Go through the data and count each line that has the string "Nodes". Give that count alone.

**MATERIALS PROVIDED**
....................

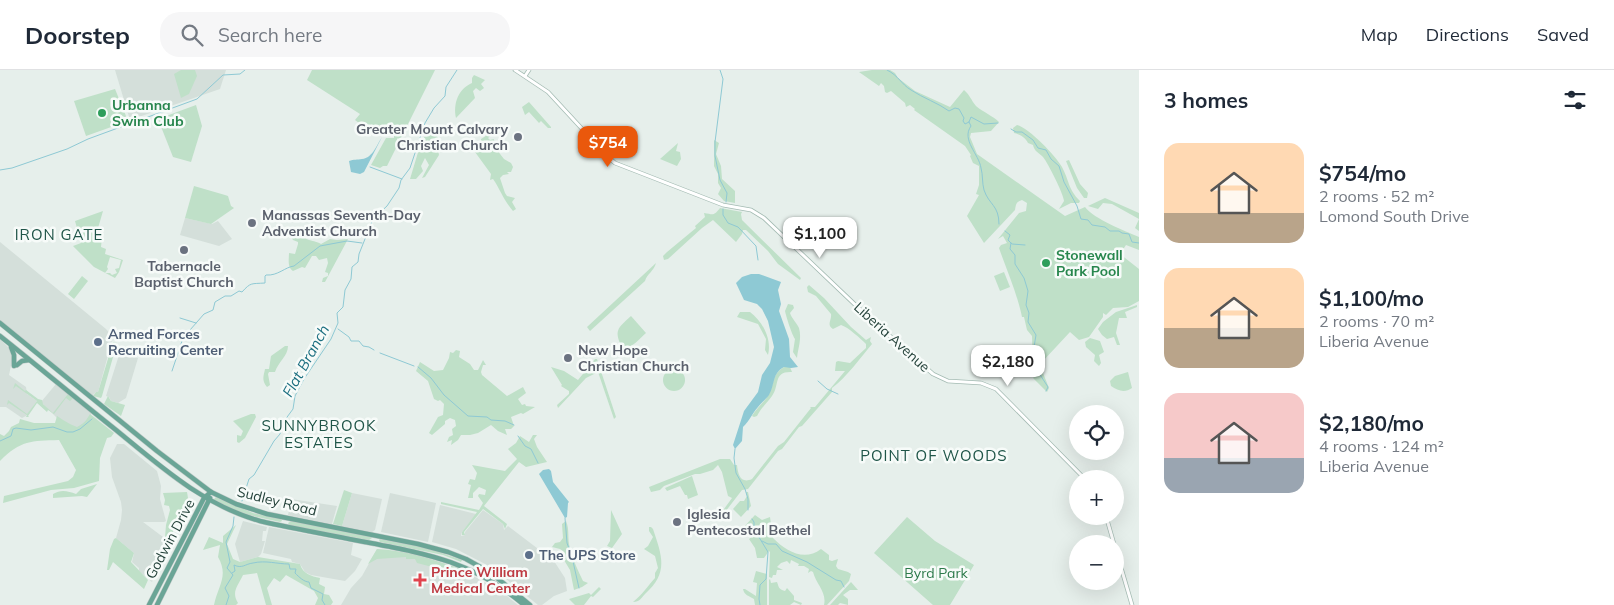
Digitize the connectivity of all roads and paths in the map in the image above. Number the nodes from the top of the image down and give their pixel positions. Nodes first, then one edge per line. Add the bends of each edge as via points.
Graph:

....................

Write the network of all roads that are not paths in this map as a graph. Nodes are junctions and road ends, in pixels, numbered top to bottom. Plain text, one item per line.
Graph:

....................

**RESULT OF THIS TASK**
2